P3.02c-048 A Phase I/II Trial Evaluating the Combination of Stereotactic Body Radiotherapy and Pembrolizumab in Metastatic NSCLC: Topic: IT

Abstract

Immune checkpoint inhibitors are taking on a growing role in the treatment of patients with metastatic NSCLC. Pre-clinical evidence suggests that radiotherapy may increase the frequency, or enhance the strength of the host anti-cancer immune response. We report the preliminary results of an ongoing phase I/II trial combining stereotactic body radiotherapy (SBRT) and the anti-PD-1 antibody pembrolizumab in patients with metastatic NSCLC. Eligible patients are those with metastatic NSCLC who have received no prior immune-directed therapy, and have at least 2 sites of measurable disease as per RECIST 1.1. PD-L1 expression is not required for study entry.

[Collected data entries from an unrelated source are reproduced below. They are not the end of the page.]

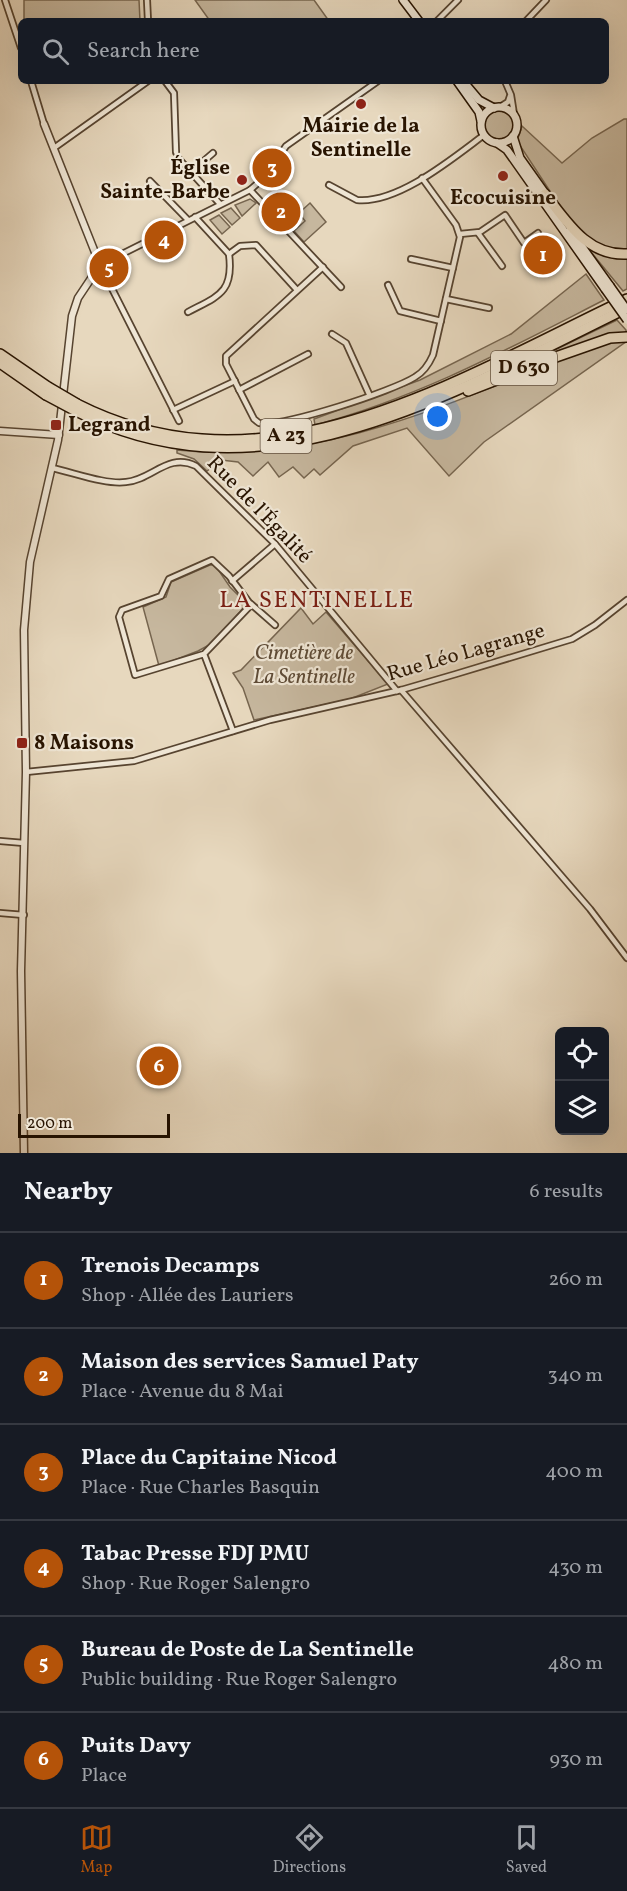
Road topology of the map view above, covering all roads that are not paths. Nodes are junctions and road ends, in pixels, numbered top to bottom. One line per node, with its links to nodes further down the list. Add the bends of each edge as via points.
1 (5, 0): 12 (street)
2 (147, 0): 7 (street)
3 (398, 0): 8 (main road)
4 (403, 0): 9 (main road)
5 (458, 0): 10 (street)
6 (546, 0): 11 (street)
7 (148, 18)
8 (412, 18)
9 (416, 18)
10 (440, 18)
11 (529, 18)
12 (18, 32)
13 (31, 84): 24 (street)
14 (144, 84): 28 (street)
15 (167, 84): 30 (street, via 174,93 177,155)
16 (374, 84): 34 (street, via 286,146 266,176)
17 (459, 84): 23 (main road)
18 (466, 84): 21 (main road, via 479,100)
19 (506, 84): 20 (street)
20 (509, 90): 21 (street, via 509,101); 22 (street)
21 (497, 107): 22 (main road); 23 (main road, via 486,112)
22 (514, 114): 26 (main road, via 517,125)
23 (481, 121): 25 (main road)
24 (44, 123): 28 (street)
25 (484, 135): 27 (main road); 31 (street)
26 (513, 136): 27 (main road); 35 (main road, via 520,158)
27 (497, 143): 51 (main road, via 507,150)
28 (54, 148): 45 (street)
29 (213, 153): 30 (street)
30 (191, 172): 36 (street)
31 (423, 178): 33 (street, via 362,201); 41 (street)
32 (150, 181): 38 (street)
33 (329, 185)
34 (250, 190): 36 (street); 47 (street)
35 (545, 194): 43 (highway, via 588,243 607,253); 51 (main road)
36 (220, 204): 37 (street)
37 (195, 217): 38 (street); 42 (street)
38 (188, 220): 45 (street)
39 (478, 233): 40 (street, via 505,215 524,243); 41 (street); 46 (street)
40 (538, 233)
41 (460, 234): 48 (street)
42 (229, 254): 52 (street, via 240,246 256,245); 56 (street, via 225,292)
43 (627, 254)
44 (411, 259): 48 (street)
45 (100, 265): 70 (street); 73 (street, via 73,311)
46 (502, 266)
47 (322, 267): 50 (street); 52 (street)
48 (453, 268): 53 (street)
49 (388, 285): 58 (street, via 400,311)
50 (341, 287)
51 (607, 288): 54 (main road, bridge); 57 (main road, bridge)
52 (297, 290): 64 (street, via 226,356)
53 (446, 299): 55 (street); 58 (street)
54 (626, 303): 68 (highway, A 23); 69 (highway, A 23, via 436,391 369,416 301,434 242,441 186,438)
55 (489, 308)
56 (188, 312)
57 (627, 320)
58 (441, 321): 67 (street, via 433,355 423,371 410,380)
59 (332, 334): 67 (street, via 345,341)
60 (627, 337): 68 (highway, D 630, via 600,342 442,401)
61 (0, 354): 66 (highway, A 23)
62 (308, 354): 65 (street)
63 (0, 363): 66 (highway, A 23)
64 (235, 381): 65 (street); 70 (street)
65 (239, 390): 67 (street, via 254,419 262,423 315,414)
66 (47, 391): 69 (highway, A 23, bridge)
67 (369, 394)
68 (423, 404): 69 (highway, A 23, via 325,436 241,448 195,447 150,439 111,427)
69 (77, 407)
70 (173, 410): 71 (street)
71 (179, 421)
72 (0, 430): 73 (street)
73 (59, 435): 74 (street)
74 (52, 468): 75 (street, Rue de l'Égalité, via 123,483 170,463 190,464 200,469); 83 (street, via 28,571 24,635)
75 (275, 544): 76 (street); 81 (street, Rue de l'Égalité)
76 (232, 581): 78 (street); 80 (street, via 217,562 210,561 170,579 160,596 119,613 135,675)
77 (627, 600): 81 (street, Rue Léo Lagrange, via 568,640)
78 (251, 604): 79 (street); 80 (street)
79 (275, 625)
80 (204, 654): 82 (street)
81 (399, 690): 82 (street, Rue Léo Lagrange); 88 (street, Rue de l'Égalité, via 590,909)
82 (233, 731): 83 (street, Rue Léo Lagrange, via 134,761)
83 (26, 772): 85 (street)
84 (0, 841): 85 (street)
85 (24, 843): 87 (street)
86 (0, 913): 87 (street)
87 (24, 915): 89 (street, via 21,978)
88 (627, 958)
89 (25, 1151)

All patients are treated with pembrolizumab at 200 mg every 3 weeks until development of progressive disease by immune-related RECIST criteria (irPD). After irPD, patients receive SBRT to a single site of disease and continue pembrolizumab. The primary endpoint is safety and tolerability. Secondary endpoints include the pre- and post-SBRT overall response rate. 27 patients with advanced NSCLC have enrolled and started trial therapy. The overall response rate (irPR and irCR) to the initial course of pembrolizumab is 35%. To date, 13 patients have had irPD: 5 were not eligible for SBRT and stopped study treatment (2 developed new brain metastases, 3 had decline in PS), and 8 patients received SBRT to a single site of disease (6 thoracic, 1 adrenal, 1 vertebral) and continued pembrolizumab. 5 of these patients are evaluable for post-SBRT response: 1 patient had confirmed irPD, 4 have irSD and continue pembrolizumab post-SBRT at a median duration of 3 months (range 1 to 5 months). 2 of the 4 patients with irSD have had > 20% decrease in the sum of diameters of their unirradiated targets, since SBRT. Regarding adverse events, in the pre-SBRT phase 6 of 27 patients (22%) developed grade 3 treatment-related toxicity (2 colitis, hepatitis, pneumonitis, hypothyroidism, conjunctivitis). In the SBRT and post-SBRT phases, there have been no grade 2 or greater treatment-related events. The addition of SBRT to pembrolizumab has not resulted in an increase in treatment-related toxicity. Several patients who had serially confirmed irPD to pembrolizumab monotherapy underwent SBRT and now have irSD, with some evidence of tumor regression. Updated results will be presented.